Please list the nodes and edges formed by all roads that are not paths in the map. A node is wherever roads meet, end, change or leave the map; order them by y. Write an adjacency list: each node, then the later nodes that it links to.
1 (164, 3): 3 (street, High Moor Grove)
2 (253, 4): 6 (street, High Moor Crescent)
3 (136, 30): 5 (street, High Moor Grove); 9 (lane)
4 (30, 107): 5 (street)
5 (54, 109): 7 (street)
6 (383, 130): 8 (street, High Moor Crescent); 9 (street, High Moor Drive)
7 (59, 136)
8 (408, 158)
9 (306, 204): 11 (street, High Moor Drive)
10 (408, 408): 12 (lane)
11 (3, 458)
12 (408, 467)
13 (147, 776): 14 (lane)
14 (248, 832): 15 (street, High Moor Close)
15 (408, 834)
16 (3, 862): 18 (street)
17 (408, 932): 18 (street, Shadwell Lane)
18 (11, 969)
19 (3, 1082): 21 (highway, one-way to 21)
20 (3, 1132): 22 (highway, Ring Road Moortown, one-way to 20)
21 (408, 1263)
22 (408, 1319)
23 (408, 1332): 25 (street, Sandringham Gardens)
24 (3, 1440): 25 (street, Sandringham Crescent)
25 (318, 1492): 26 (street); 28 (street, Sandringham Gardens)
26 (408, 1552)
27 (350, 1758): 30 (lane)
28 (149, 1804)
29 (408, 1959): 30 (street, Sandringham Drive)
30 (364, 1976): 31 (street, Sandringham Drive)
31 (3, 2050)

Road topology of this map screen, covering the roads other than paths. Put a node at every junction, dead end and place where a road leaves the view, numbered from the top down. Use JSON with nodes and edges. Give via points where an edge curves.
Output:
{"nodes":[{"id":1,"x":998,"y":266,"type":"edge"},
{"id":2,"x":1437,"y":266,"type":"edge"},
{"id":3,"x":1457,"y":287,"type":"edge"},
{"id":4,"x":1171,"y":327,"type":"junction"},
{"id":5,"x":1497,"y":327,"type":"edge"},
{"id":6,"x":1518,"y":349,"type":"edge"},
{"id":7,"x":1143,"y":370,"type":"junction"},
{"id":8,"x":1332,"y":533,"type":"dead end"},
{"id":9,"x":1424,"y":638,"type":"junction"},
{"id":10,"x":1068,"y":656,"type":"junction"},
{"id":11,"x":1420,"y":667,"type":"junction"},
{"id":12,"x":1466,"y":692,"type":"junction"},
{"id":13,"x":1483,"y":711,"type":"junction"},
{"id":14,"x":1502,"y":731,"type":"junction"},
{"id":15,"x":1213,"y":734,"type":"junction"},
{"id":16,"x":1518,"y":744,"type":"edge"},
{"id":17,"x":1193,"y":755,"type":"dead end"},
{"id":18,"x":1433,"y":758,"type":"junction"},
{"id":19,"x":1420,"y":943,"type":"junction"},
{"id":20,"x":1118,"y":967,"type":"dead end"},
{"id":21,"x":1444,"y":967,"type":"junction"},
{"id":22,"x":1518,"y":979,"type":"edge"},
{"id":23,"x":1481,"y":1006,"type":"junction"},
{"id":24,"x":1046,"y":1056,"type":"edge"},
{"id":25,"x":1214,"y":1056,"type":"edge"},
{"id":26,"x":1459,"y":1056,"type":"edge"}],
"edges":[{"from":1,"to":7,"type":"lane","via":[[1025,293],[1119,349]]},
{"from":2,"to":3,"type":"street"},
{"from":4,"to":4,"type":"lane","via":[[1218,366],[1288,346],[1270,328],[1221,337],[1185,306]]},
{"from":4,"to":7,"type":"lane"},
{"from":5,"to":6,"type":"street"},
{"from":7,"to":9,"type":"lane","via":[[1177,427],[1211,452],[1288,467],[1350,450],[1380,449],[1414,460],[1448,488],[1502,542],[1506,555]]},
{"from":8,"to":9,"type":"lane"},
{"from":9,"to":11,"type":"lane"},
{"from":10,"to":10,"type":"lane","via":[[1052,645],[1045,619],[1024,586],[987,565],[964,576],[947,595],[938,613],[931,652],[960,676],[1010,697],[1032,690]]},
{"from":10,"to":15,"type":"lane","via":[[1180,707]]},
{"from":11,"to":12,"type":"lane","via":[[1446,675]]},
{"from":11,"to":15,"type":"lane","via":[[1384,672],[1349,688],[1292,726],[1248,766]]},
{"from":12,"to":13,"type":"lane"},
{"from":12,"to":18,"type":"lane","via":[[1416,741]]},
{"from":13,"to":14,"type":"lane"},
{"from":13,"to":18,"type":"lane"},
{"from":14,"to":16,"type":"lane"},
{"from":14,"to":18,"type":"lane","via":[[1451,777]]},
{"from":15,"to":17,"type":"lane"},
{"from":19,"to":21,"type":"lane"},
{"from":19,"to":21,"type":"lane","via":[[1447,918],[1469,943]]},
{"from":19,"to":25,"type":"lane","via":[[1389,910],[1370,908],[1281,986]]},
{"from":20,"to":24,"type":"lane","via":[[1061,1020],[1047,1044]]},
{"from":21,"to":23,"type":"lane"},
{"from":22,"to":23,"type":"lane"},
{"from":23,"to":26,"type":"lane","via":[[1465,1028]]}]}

= = =

- **Task details**: What is needed is an exact copy of every entry above.

- **Answer section**:
Please list the nodes and edges formed by all roads that are not paths in the map. A node is wherever roads meet, end, change or leave the map; order them by y. Write an adjacency list: each node, then the later nodes that it links to.
1 (164, 3): 3 (street, High Moor Grove)
2 (253, 4): 6 (street, High Moor Crescent)
3 (136, 30): 5 (street, High Moor Grove); 9 (lane)
4 (30, 107): 5 (street)
5 (54, 109): 7 (street)
6 (383, 130): 8 (street, High Moor Crescent); 9 (street, High Moor Drive)
7 (59, 136)
8 (408, 158)
9 (306, 204): 11 (street, High Moor Drive)
10 (408, 408): 12 (lane)
11 (3, 458)
12 (408, 467)
13 (147, 776): 14 (lane)
14 (248, 832): 15 (street, High Moor Close)
15 (408, 834)
16 (3, 862): 18 (street)
17 (408, 932): 18 (street, Shadwell Lane)
18 (11, 969)
19 (3, 1082): 21 (highway, one-way to 21)
20 (3, 1132): 22 (highway, Ring Road Moortown, one-way to 20)
21 (408, 1263)
22 (408, 1319)
23 (408, 1332): 25 (street, Sandringham Gardens)
24 (3, 1440): 25 (street, Sandringham Crescent)
25 (318, 1492): 26 (street); 28 (street, Sandringham Gardens)
26 (408, 1552)
27 (350, 1758): 30 (lane)
28 (149, 1804)
29 (408, 1959): 30 (street, Sandringham Drive)
30 (364, 1976): 31 (street, Sandringham Drive)
31 (3, 2050)

Road topology of this map screen, covering the roads other than paths. Put a node at every junction, dead end and place where a road leaves the view, numbered from the top down. Use JSON with nodes and edges. Give via points where an edge curves.
Output:
{"nodes":[{"id":1,"x":998,"y":266,"type":"edge"},
{"id":2,"x":1437,"y":266,"type":"edge"},
{"id":3,"x":1457,"y":287,"type":"edge"},
{"id":4,"x":1171,"y":327,"type":"junction"},
{"id":5,"x":1497,"y":327,"type":"edge"},
{"id":6,"x":1518,"y":349,"type":"edge"},
{"id":7,"x":1143,"y":370,"type":"junction"},
{"id":8,"x":1332,"y":533,"type":"dead end"},
{"id":9,"x":1424,"y":638,"type":"junction"},
{"id":10,"x":1068,"y":656,"type":"junction"},
{"id":11,"x":1420,"y":667,"type":"junction"},
{"id":12,"x":1466,"y":692,"type":"junction"},
{"id":13,"x":1483,"y":711,"type":"junction"},
{"id":14,"x":1502,"y":731,"type":"junction"},
{"id":15,"x":1213,"y":734,"type":"junction"},
{"id":16,"x":1518,"y":744,"type":"edge"},
{"id":17,"x":1193,"y":755,"type":"dead end"},
{"id":18,"x":1433,"y":758,"type":"junction"},
{"id":19,"x":1420,"y":943,"type":"junction"},
{"id":20,"x":1118,"y":967,"type":"dead end"},
{"id":21,"x":1444,"y":967,"type":"junction"},
{"id":22,"x":1518,"y":979,"type":"edge"},
{"id":23,"x":1481,"y":1006,"type":"junction"},
{"id":24,"x":1046,"y":1056,"type":"edge"},
{"id":25,"x":1214,"y":1056,"type":"edge"},
{"id":26,"x":1459,"y":1056,"type":"edge"}],
"edges":[{"from":1,"to":7,"type":"lane","via":[[1025,293],[1119,349]]},
{"from":2,"to":3,"type":"street"},
{"from":4,"to":4,"type":"lane","via":[[1218,366],[1288,346],[1270,328],[1221,337],[1185,306]]},
{"from":4,"to":7,"type":"lane"},
{"from":5,"to":6,"type":"street"},
{"from":7,"to":9,"type":"lane","via":[[1177,427],[1211,452],[1288,467],[1350,450],[1380,449],[1414,460],[1448,488],[1502,542],[1506,555]]},
{"from":8,"to":9,"type":"lane"},
{"from":9,"to":11,"type":"lane"},
{"from":10,"to":10,"type":"lane","via":[[1052,645],[1045,619],[1024,586],[987,565],[964,576],[947,595],[938,613],[931,652],[960,676],[1010,697],[1032,690]]},
{"from":10,"to":15,"type":"lane","via":[[1180,707]]},
{"from":11,"to":12,"type":"lane","via":[[1446,675]]},
{"from":11,"to":15,"type":"lane","via":[[1384,672],[1349,688],[1292,726],[1248,766]]},
{"from":12,"to":13,"type":"lane"},
{"from":12,"to":18,"type":"lane","via":[[1416,741]]},
{"from":13,"to":14,"type":"lane"},
{"from":13,"to":18,"type":"lane"},
{"from":14,"to":16,"type":"lane"},
{"from":14,"to":18,"type":"lane","via":[[1451,777]]},
{"from":15,"to":17,"type":"lane"},
{"from":19,"to":21,"type":"lane"},
{"from":19,"to":21,"type":"lane","via":[[1447,918],[1469,943]]},
{"from":19,"to":25,"type":"lane","via":[[1389,910],[1370,908],[1281,986]]},
{"from":20,"to":24,"type":"lane","via":[[1061,1020],[1047,1044]]},
{"from":21,"to":23,"type":"lane"},
{"from":22,"to":23,"type":"lane"},
{"from":23,"to":26,"type":"lane","via":[[1465,1028]]}]}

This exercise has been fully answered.